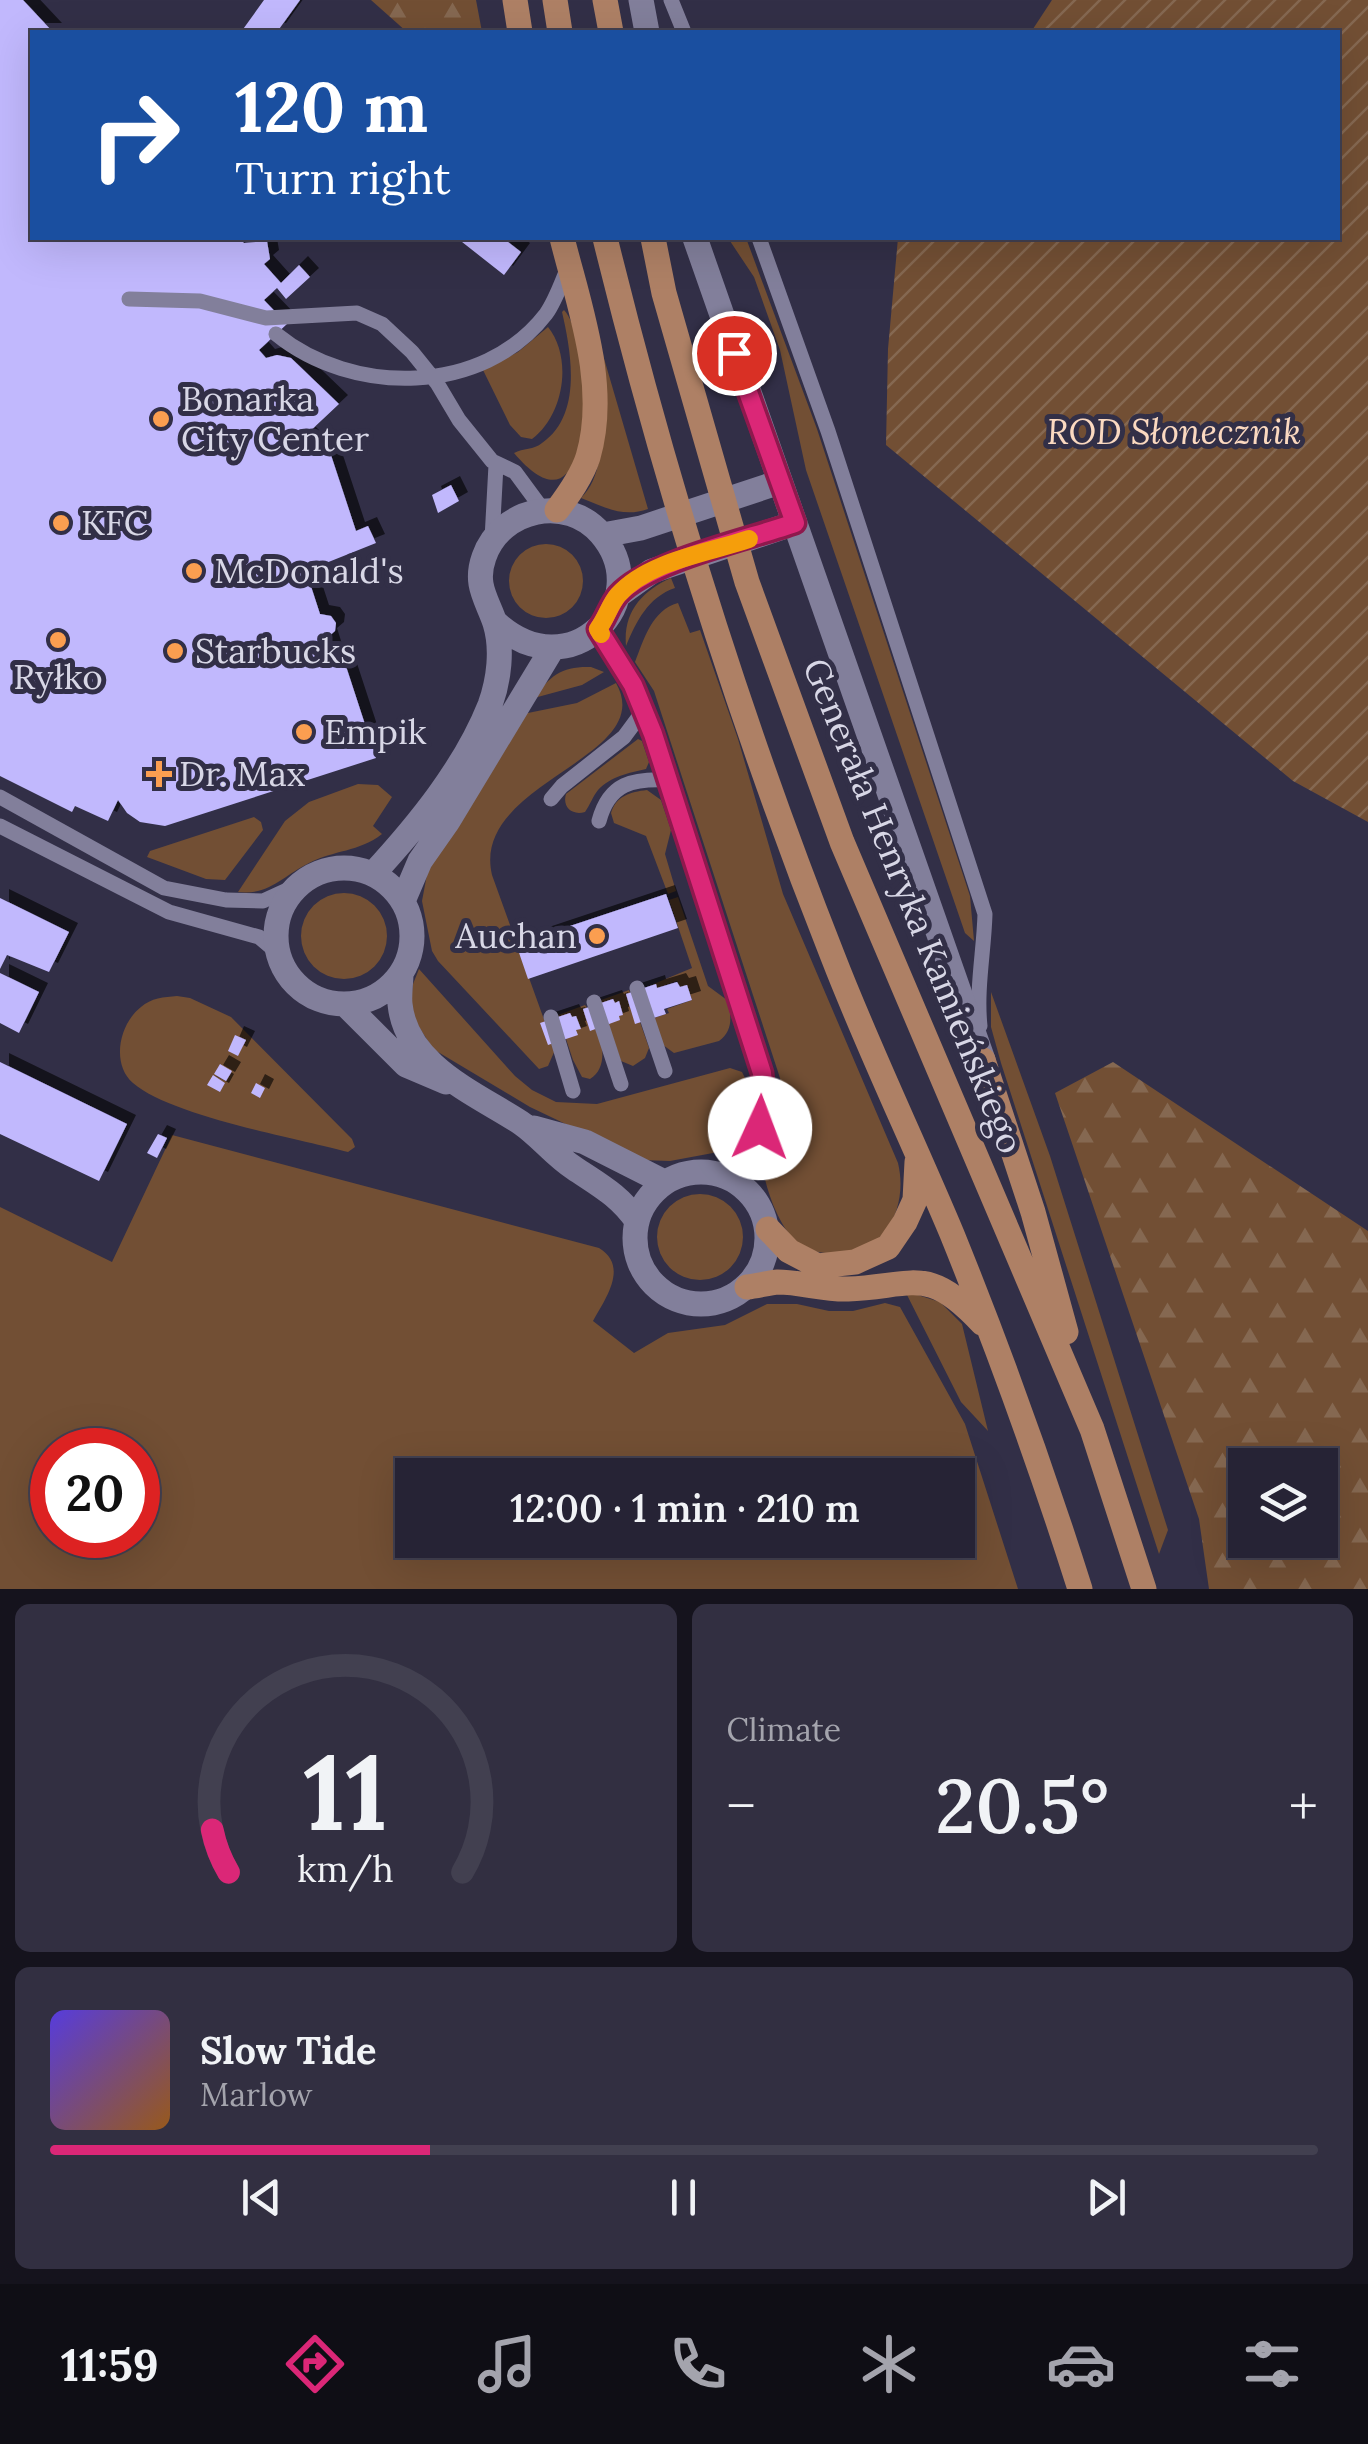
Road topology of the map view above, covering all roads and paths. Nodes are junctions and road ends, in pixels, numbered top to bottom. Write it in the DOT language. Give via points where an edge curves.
graph roads {
  1 [pos="515,0"];
  2 [pos="555,0"];
  3 [pos="605,0"];
  4 [pos="640,0"];
  5 [pos="671,0"];
  6 [pos="520,30"];
  7 [pos="560,30"];
  8 [pos="612,30"];
  9 [pos="648,30"];
  10 [pos="683,30"];
  11 [pos="562,240"];
  12 [pos="606,240"];
  13 [pos="652,240"];
  14 [pos="696,240"];
  15 [pos="760,240"];
  16 [pos="568,265"];
  17 [pos="129,298"];
  18 [pos="276,334"];
  19 [pos="496,465"];
  20 [pos="780,482"];
  21 [pos="550,510"];
  22 [pos="795,523"];
  23 [pos="602,535"];
  24 [pos="492,539"];
  25 [pos="617,596"];
  26 [pos="495,622"];
  27 [pos="598,629"];
  28 [pos="552,648"];
  29 [pos="644,710"];
  30 [pos="669,780"];
  31 [pos="0,797"];
  32 [pos="550,800"];
  33 [pos="599,821"];
  34 [pos="0,826"];
  35 [pos="373,874"];
  36 [pos="298,886"];
  37 [pos="164,888"];
  38 [pos="129,890"];
  39 [pos="403,901"];
  40 [pos="278,953"];
  41 [pos="401,973"];
  42 [pos="637,988"];
  43 [pos="594,1002"];
  44 [pos="345,1004"];
  45 [pos="551,1016"];
  46 [pos="983,1060"];
  47 [pos="664,1071"];
  48 [pos="455,1084"];
  49 [pos="621,1084"];
  50 [pos="573,1091"];
  51 [pos="524,1125"];
  52 [pos="918,1152"];
  53 [pos="729,1177"];
  54 [pos="664,1182"];
  55 [pos="636,1222"];
  56 [pos="768,1229"];
  57 [pos="747,1287"];
  58 [pos="989,1330"];
  59 [pos="1092,1429"];
  60 [pos="1080,1589"];
  61 [pos="1144,1589"];
  1 -- 6 [label="main road"];
  2 -- 7 [label="main road"];
  3 -- 8 [label="main road"];
  4 -- 9 [label="street"];
  5 -- 10 [label="lane"];
  11 -- 16 [label="main road"];
  12 -- 52 [label="main road" via="705,597 834,959"];
  13 -- 59 [label="main road, Generała Henryka Kamieńskiego" via="748,582 842,842"];
  14 -- 20 [label="street, Generała Henryka Kamieńskiego"];
  15 -- 46 [label="lane" via="985,914 978,994"];
  16 -- 18 [label="lane" via="548,312 519,340 499,355 441,375 402,380 352,372"];
  16 -- 21 [label="main road" via="587,334 594,421 588,458 574,486"];
  17 -- 19 [label="lane" via="200,301 266,318 357,313 382,324 412,352"];
  19 -- 21 [label="lane" via="515,472"];
  19 -- 24 [label="lane"];
  20 -- 22 [label="street, Generała Henryka Kamieńskiego"];
  20 -- 23 [label="street"];
  21 -- 23 [label="street" via="574,514"];
  21 -- 24 [label="street" via="524,515"];
  22 -- 25 [label="street" via="652,571"];
  22 -- 46 [label="street, Generała Henryka Kamieńskiego"];
  23 -- 25 [label="street" via="614,554"];
  24 -- 26 [label="street" via="480,580"];
  25 -- 27 [label="street"];
  26 -- 28 [label="street" via="530,646"];
  26 -- 35 [label="street" via="501,656 491,703 442,788"];
  27 -- 28 [label="street"];
  27 -- 29 [label="lane"];
  28 -- 39 [label="street" via="420,861"];
  29 -- 30 [label="lane"];
  29 -- 32 [label="lane" via="624,737"];
  30 -- 33 [label="lane" via="615,790"];
  30 -- 53 [label="lane" via="762,1073 760,1128"];
  31 -- 37 [label="lane"];
  34 -- 38 [label="lane"];
  35 -- 36 [label="street" via="334,868"];
  35 -- 39 [label="street"];
  36 -- 37 [label="lane" via="262,901"];
  36 -- 40 [label="street" via="279,916"];
  37 -- 38 [label="lane"];
  38 -- 40 [label="lane" via="169,912 259,937"];
  39 -- 41 [label="street" via="412,948"];
  40 -- 44 [label="street" via="304,990"];
  41 -- 44 [label="street" via="377,995"];
  41 -- 48 [label="street" via="400,1006 409,1033"];
  42 -- 47 [label="lane"];
  43 -- 49 [label="lane"];
  44 -- 48 [label="street" via="406,1065"];
  45 -- 50 [label="lane"];
  46 -- 59 [label="main road"];
  48 -- 51 [label="street"];
  51 -- 54 [label="street" via="585,1142"];
  51 -- 55 [label="street" via="569,1165 615,1193"];
  52 -- 56 [label="main road" via="915,1200 888,1246 856,1262 818,1266"];
  52 -- 58 [label="main road"];
  53 -- 54 [label="street" via="707,1171"];
  53 -- 56 [label="street" via="748,1190"];
  54 -- 55 [label="street"];
  55 -- 57 [label="street" via="639,1262 676,1300 714,1304"];
  56 -- 57 [label="street" via="760,1271"];
  57 -- 58 [label="main road" via="928,1283 963,1302"];
  58 -- 60 [label="main road"];
  59 -- 61 [label="main road, Generała Henryka Kamieńskiego"];
}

· · · · · · ·

Return the material above verbatim. Pictures are to be excluded.

Road topology of the map view above, covering all roads and paths. Nodes are junctions and road ends, in pixels, numbered top to bottom. Write it in the DOT language. Give via points where an edge curves.
graph roads {
  1 [pos="515,0"];
  2 [pos="555,0"];
  3 [pos="605,0"];
  4 [pos="640,0"];
  5 [pos="671,0"];
  6 [pos="520,30"];
  7 [pos="560,30"];
  8 [pos="612,30"];
  9 [pos="648,30"];
  10 [pos="683,30"];
  11 [pos="562,240"];
  12 [pos="606,240"];
  13 [pos="652,240"];
  14 [pos="696,240"];
  15 [pos="760,240"];
  16 [pos="568,265"];
  17 [pos="129,298"];
  18 [pos="276,334"];
  19 [pos="496,465"];
  20 [pos="780,482"];
  21 [pos="550,510"];
  22 [pos="795,523"];
  23 [pos="602,535"];
  24 [pos="492,539"];
  25 [pos="617,596"];
  26 [pos="495,622"];
  27 [pos="598,629"];
  28 [pos="552,648"];
  29 [pos="644,710"];
  30 [pos="669,780"];
  31 [pos="0,797"];
  32 [pos="550,800"];
  33 [pos="599,821"];
  34 [pos="0,826"];
  35 [pos="373,874"];
  36 [pos="298,886"];
  37 [pos="164,888"];
  38 [pos="129,890"];
  39 [pos="403,901"];
  40 [pos="278,953"];
  41 [pos="401,973"];
  42 [pos="637,988"];
  43 [pos="594,1002"];
  44 [pos="345,1004"];
  45 [pos="551,1016"];
  46 [pos="983,1060"];
  47 [pos="664,1071"];
  48 [pos="455,1084"];
  49 [pos="621,1084"];
  50 [pos="573,1091"];
  51 [pos="524,1125"];
  52 [pos="918,1152"];
  53 [pos="729,1177"];
  54 [pos="664,1182"];
  55 [pos="636,1222"];
  56 [pos="768,1229"];
  57 [pos="747,1287"];
  58 [pos="989,1330"];
  59 [pos="1092,1429"];
  60 [pos="1080,1589"];
  61 [pos="1144,1589"];
  1 -- 6 [label="main road"];
  2 -- 7 [label="main road"];
  3 -- 8 [label="main road"];
  4 -- 9 [label="street"];
  5 -- 10 [label="lane"];
  11 -- 16 [label="main road"];
  12 -- 52 [label="main road" via="705,597 834,959"];
  13 -- 59 [label="main road, Generała Henryka Kamieńskiego" via="748,582 842,842"];
  14 -- 20 [label="street, Generała Henryka Kamieńskiego"];
  15 -- 46 [label="lane" via="985,914 978,994"];
  16 -- 18 [label="lane" via="548,312 519,340 499,355 441,375 402,380 352,372"];
  16 -- 21 [label="main road" via="587,334 594,421 588,458 574,486"];
  17 -- 19 [label="lane" via="200,301 266,318 357,313 382,324 412,352"];
  19 -- 21 [label="lane" via="515,472"];
  19 -- 24 [label="lane"];
  20 -- 22 [label="street, Generała Henryka Kamieńskiego"];
  20 -- 23 [label="street"];
  21 -- 23 [label="street" via="574,514"];
  21 -- 24 [label="street" via="524,515"];
  22 -- 25 [label="street" via="652,571"];
  22 -- 46 [label="street, Generała Henryka Kamieńskiego"];
  23 -- 25 [label="street" via="614,554"];
  24 -- 26 [label="street" via="480,580"];
  25 -- 27 [label="street"];
  26 -- 28 [label="street" via="530,646"];
  26 -- 35 [label="street" via="501,656 491,703 442,788"];
  27 -- 28 [label="street"];
  27 -- 29 [label="lane"];
  28 -- 39 [label="street" via="420,861"];
  29 -- 30 [label="lane"];
  29 -- 32 [label="lane" via="624,737"];
  30 -- 33 [label="lane" via="615,790"];
  30 -- 53 [label="lane" via="762,1073 760,1128"];
  31 -- 37 [label="lane"];
  34 -- 38 [label="lane"];
  35 -- 36 [label="street" via="334,868"];
  35 -- 39 [label="street"];
  36 -- 37 [label="lane" via="262,901"];
  36 -- 40 [label="street" via="279,916"];
  37 -- 38 [label="lane"];
  38 -- 40 [label="lane" via="169,912 259,937"];
  39 -- 41 [label="street" via="412,948"];
  40 -- 44 [label="street" via="304,990"];
  41 -- 44 [label="street" via="377,995"];
  41 -- 48 [label="street" via="400,1006 409,1033"];
  42 -- 47 [label="lane"];
  43 -- 49 [label="lane"];
  44 -- 48 [label="street" via="406,1065"];
  45 -- 50 [label="lane"];
  46 -- 59 [label="main road"];
  48 -- 51 [label="street"];
  51 -- 54 [label="street" via="585,1142"];
  51 -- 55 [label="street" via="569,1165 615,1193"];
  52 -- 56 [label="main road" via="915,1200 888,1246 856,1262 818,1266"];
  52 -- 58 [label="main road"];
  53 -- 54 [label="street" via="707,1171"];
  53 -- 56 [label="street" via="748,1190"];
  54 -- 55 [label="street"];
  55 -- 57 [label="street" via="639,1262 676,1300 714,1304"];
  56 -- 57 [label="street" via="760,1271"];
  57 -- 58 [label="main road" via="928,1283 963,1302"];
  58 -- 60 [label="main road"];
  59 -- 61 [label="main road, Generała Henryka Kamieńskiego"];
}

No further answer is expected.